É a comida, é língua, é a maneira de viver, de amar. É tudo diferente, daqui para o Ceará é diferente, do Ceará para Pernambuco é diferente. Então essa diversidade que é o Brasil, hoje já está nas telas.
Hoje em dia a nossa identidade está representada na tela através da diversidade, da linguagem. A gente é um continente com culturas extremamente diferentes e diversas. E hoje em dia não é só o cinema do São Paulo e Rio que está na tela. O cinema do Brasil inteiro.

Lacerda criticou o Oscar (Foto: André Luis/Cine Piau)
Cine Piau: Neste ano muito se fala que o cinema brasileiro está ficando muito parecido com o americano. Você acredita que isso realmente está acontecendo?
Luiz Carlos Lacerda: Não, eu acho que dos cem filmes que se faz por ano deve ter uns vinte que querem ser cópia do cinema americano. Um ou outro tem um retorno financeiro, mas o cinema independente brasileiro, o cinema autoral, que representa essa diversidade, e tem uma visibilidade muito pequena, é o que vai ficar, e que vai representar sempre.
Eu acho que dos cem filmes que se faz por ano deve ter uns vinte que querem ser cópia do cinema americano. Um ou outro tem um retorno financeiro, mas o cinema independente brasileiro, o cinema autoral, que representa essa diversidade, e tem uma visibilidade muito pequena, é o que vai ficar
Cine Piau: Recentemente a Petrobras junto com a Vitrine Filmes exibiram a Sessão Vitrine, que deu espaço nas salas de cinema do Brasil todo para filmes não comerciais e autorais. Você acredita na importância de iniciativas como estas?

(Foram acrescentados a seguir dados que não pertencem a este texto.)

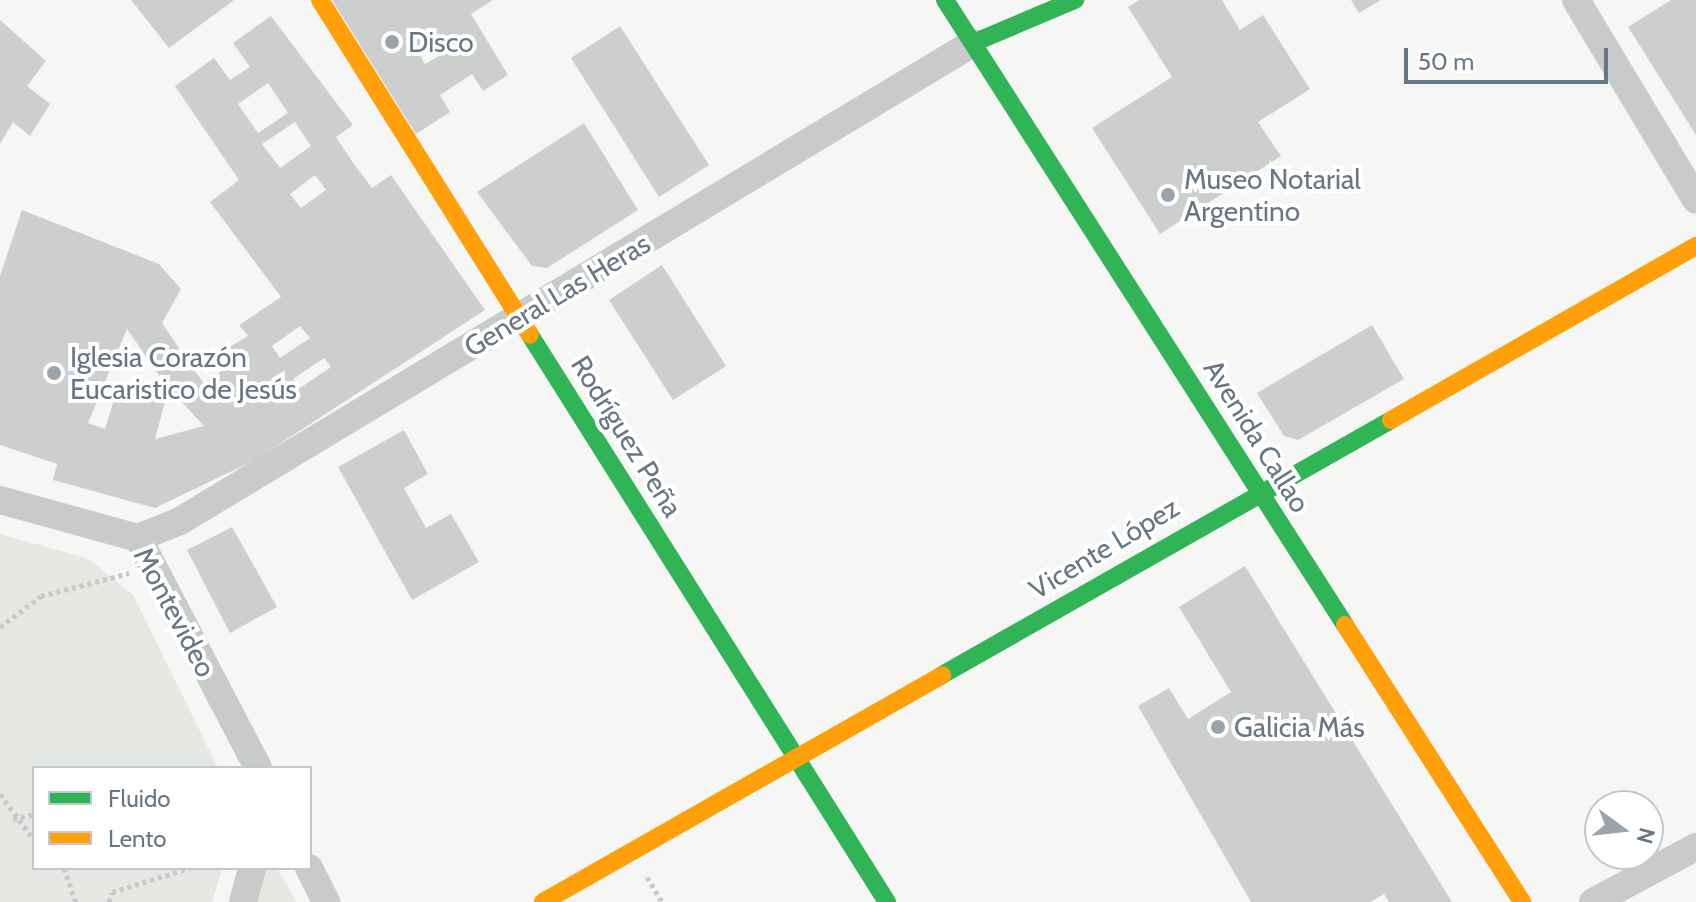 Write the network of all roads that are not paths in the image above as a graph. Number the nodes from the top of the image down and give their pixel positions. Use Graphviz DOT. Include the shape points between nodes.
graph roads {
  1 [pos="320,0"];
  2 [pos="945,0"];
  3 [pos="1011,0"];
  4 [pos="1075,0"];
  5 [pos="1576,0"];
  6 [pos="973,43"];
  7 [pos="1696,200"];
  8 [pos="1696,246"];
  9 [pos="520,317"];
  10 [pos="1259,491"];
  11 [pos="0,500"];
  12 [pos="138,538"];
  13 [pos="795,761"];
  14 [pos="257,766"];
  15 [pos="1696,847"];
  16 [pos="251,870"];
  17 [pos="310,870"];
  18 [pos="243,902"];
  19 [pos="326,902"];
  20 [pos="543,902"];
  21 [pos="887,902"];
  22 [pos="1522,902"];
  23 [pos="1593,902"];
  1 -- 9 [label="street, Rodríguez Peña"];
  2 -- 6 [label="street, Avenida Callao"];
  3 -- 6 [label="street"];
  4 -- 6 [label="street"];
  5 -- 7 [label="street"];
  6 -- 9 [label="street, General Las Heras"];
  6 -- 10 [label="street, Avenida Callao"];
  8 -- 10 [label="street, Vicente López"];
  9 -- 12 [label="street, General Las Heras" via="180,521"];
  9 -- 13 [label="street, Rodríguez Peña"];
  10 -- 13 [label="street, Vicente López"];
  10 -- 22 [label="street, Avenida Callao"];
  11 -- 12 [label="street, Montevideo"];
  12 -- 14 [label="street, Montevideo"];
  13 -- 20 [label="street, Vicente López"];
  13 -- 21 [label="street, Rodríguez Peña"];
  15 -- 23 [label="street"];
  16 -- 18 [label="street"];
  17 -- 19 [label="street"];
}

Luiz Carlos Lacerda: Eu acho que todas as iniciativas que tem a intenção de formar público e de oferecer a este público a oportunidade de ver um tipo de cinema que não é o cinema convencional e comercial é muito importante. Assim como são importante os festivais de cinema, que é onde estes filmes que não tem espaço para entrar no mercado, circulam.
Eu, particularmente, sempre estou em muitos festivais, principalmente os festivais do Rio, que é a minha terra. Todo ano que eu tenho um filme estou lá. Já ganhei festivais pelo Brasil. Acho importante os festivais. Inclusive faço um workshop de vinte anos na Mostra de Cinema de Tiradentes, e a gente realiza um curta em nove dias.
A minha equipe do filme Introdução a Musica do Sangue, noventa por cento é constituída de jovens oriundos dessas oficinas.

Diretor critica osca (Foto: André Luís/OitoMeia)
Cine Piau: Para você, qual é a melhor fase do cinema brasileiro?
Luiz Carlos Lacerda: Na época da EmbraFilmes, apesar da ditadura militar, a gente tinha um militar no poder que era nacionalista, o Ernesto Geisel. Ele acreditava que a gente tinha que ter um país forte e, consequentemente, tinha que ter um cinema forte, e nessa a gente conquistou mercado.
Tivemos leis de proteção, cento e oitenta dias por ano era de filmes brasileiros. Essa foi uma época muito importante, a EmbraFilmes produzia todo o tipo de cinema. Agora eu acho esse momento atual muito importante por causa das novas tecnologias, se você não ganha um edital, você junta a sua turma e faz o filme.
Eu acho isso uma bobagem, essa festa é a festa dos nossos inimigos, é o pobre tentando entrar pelas portas dos fundos, para tentar ganhar um salgadinho, eu acho uma porcaria esse negócio de Oscar
OitoMeia: Agora há pouco tempo saiu o resultado do filme que vai representar a gente no Oscar. O que você acho dessa decisão?
Luiz Carlos Lacerda: Eu acho isso uma bobagem, essa festa é a festa dos nossos inimigos, é o pobre tentando entrar pelas portas dos fundos, para tentar ganhar um salgadinho, eu acho uma porcaria esse negócio de Oscar. Eu gosto mesmo é do Oscarito, que é um troféu que dão lá em Gramado para personalidade do cinema brasileiro.
O Oscar é um desejo do colonizado de ser aceito pelo colonialista, é uma festa do mercado americano. A gente não tem nada haver com isso. Eu acho uma contradição certos cineastas independentes ficarem putos porque o filme dele não foi escolhido para ser o representando do Brasil.